• _What is needed_:
In the copy, include no images, and repeat each entry precisely as written.

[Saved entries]

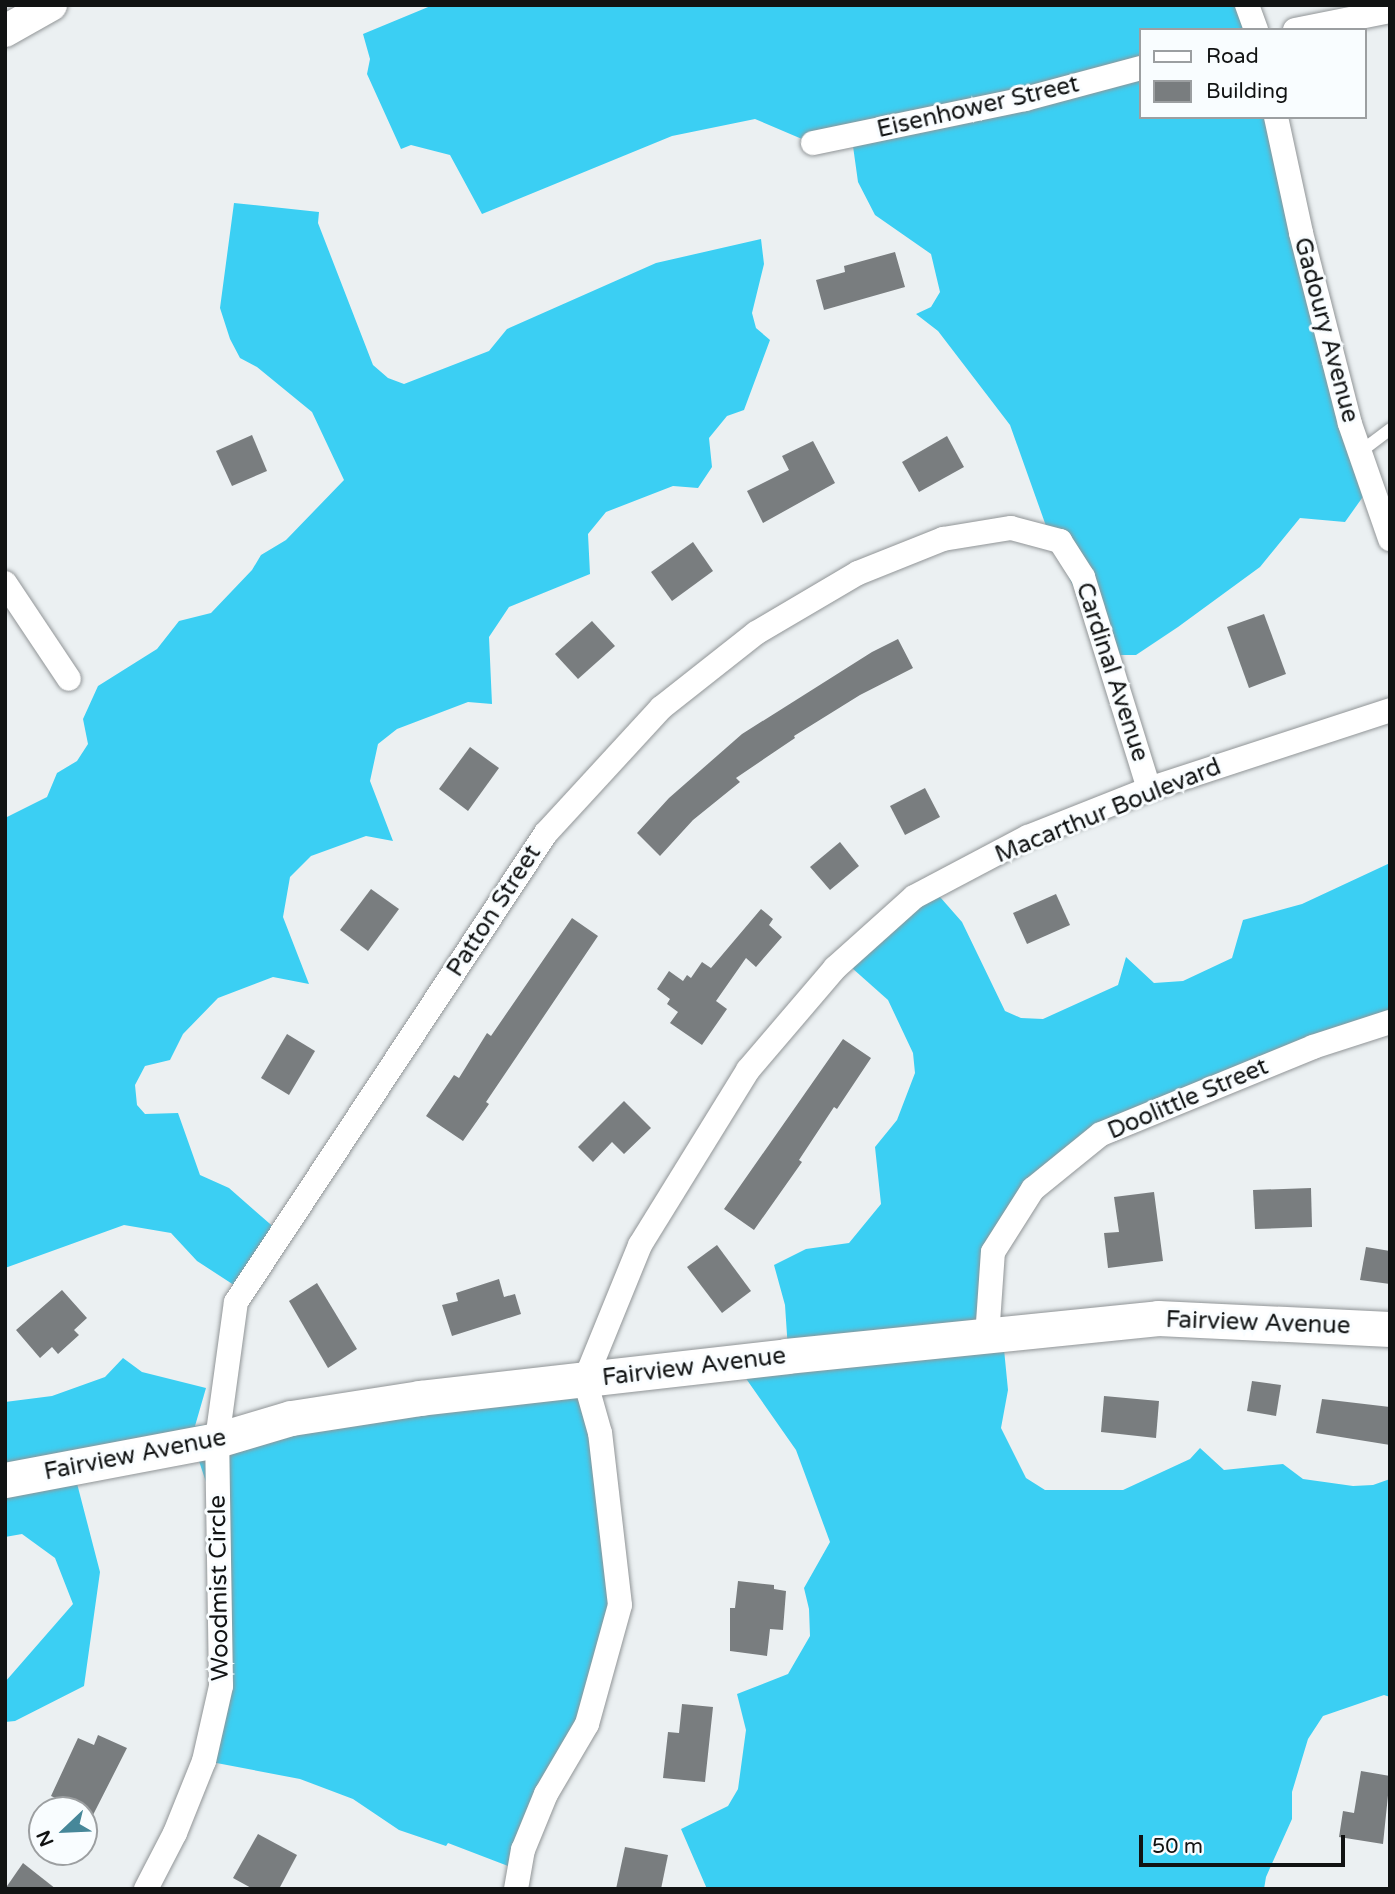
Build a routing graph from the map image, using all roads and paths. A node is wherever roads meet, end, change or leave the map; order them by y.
1 (51, 5) edge
2 (1247, 5) edge
3 (1390, 10) edge
4 (1255, 28) edge
5 (1304, 28) edge
6 (5, 31) edge
7 (1140, 68) edge
8 (1276, 119) edge
9 (813, 143) dead end
10 (1390, 429) edge
11 (1360, 452) junction
12 (956, 537) joint
13 (1390, 539) edge
14 (5, 583) edge
15 (69, 679) dead end
16 (1390, 710) edge
17 (1149, 789) junction
18 (1390, 1022) edge
19 (1390, 1329) edge
20 (987, 1337) junction
21 (585, 1380) junction
22 (217, 1440) junction
23 (5, 1480) edge
24 (146, 1889) edge
25 (516, 1889) edge

1 - 6 street
2 - 4 street
3 - 5 street
7 - 9 street, Eisenhower Street
8 - 11 street, Gadoury Avenue
10 - 11 lane
11 - 13 street, Gadoury Avenue
12 - 17 street, Cardinal Avenue
12 - 22 street, Patton Street
14 - 15 street
16 - 17 street, Macarthur Boulevard
17 - 21 street, Macarthur Boulevard
18 - 20 street, Doolittle Street
19 - 20 main road, Fairview Avenue
20 - 21 main road, Fairview Avenue
21 - 22 main road, Fairview Avenue
21 - 25 street
22 - 23 main road, Fairview Avenue
22 - 24 street, Woodmist Circle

• _Output for this exercise_:
Build a routing graph from the map image, using all roads and paths. A node is wherever roads meet, end, change or leave the map; order them by y.
1 (51, 5) edge
2 (1247, 5) edge
3 (1390, 10) edge
4 (1255, 28) edge
5 (1304, 28) edge
6 (5, 31) edge
7 (1140, 68) edge
8 (1276, 119) edge
9 (813, 143) dead end
10 (1390, 429) edge
11 (1360, 452) junction
12 (956, 537) joint
13 (1390, 539) edge
14 (5, 583) edge
15 (69, 679) dead end
16 (1390, 710) edge
17 (1149, 789) junction
18 (1390, 1022) edge
19 (1390, 1329) edge
20 (987, 1337) junction
21 (585, 1380) junction
22 (217, 1440) junction
23 (5, 1480) edge
24 (146, 1889) edge
25 (516, 1889) edge

1 - 6 street
2 - 4 street
3 - 5 street
7 - 9 street, Eisenhower Street
8 - 11 street, Gadoury Avenue
10 - 11 lane
11 - 13 street, Gadoury Avenue
12 - 17 street, Cardinal Avenue
12 - 22 street, Patton Street
14 - 15 street
16 - 17 street, Macarthur Boulevard
17 - 21 street, Macarthur Boulevard
18 - 20 street, Doolittle Street
19 - 20 main road, Fairview Avenue
20 - 21 main road, Fairview Avenue
21 - 22 main road, Fairview Avenue
21 - 25 street
22 - 23 main road, Fairview Avenue
22 - 24 street, Woodmist Circle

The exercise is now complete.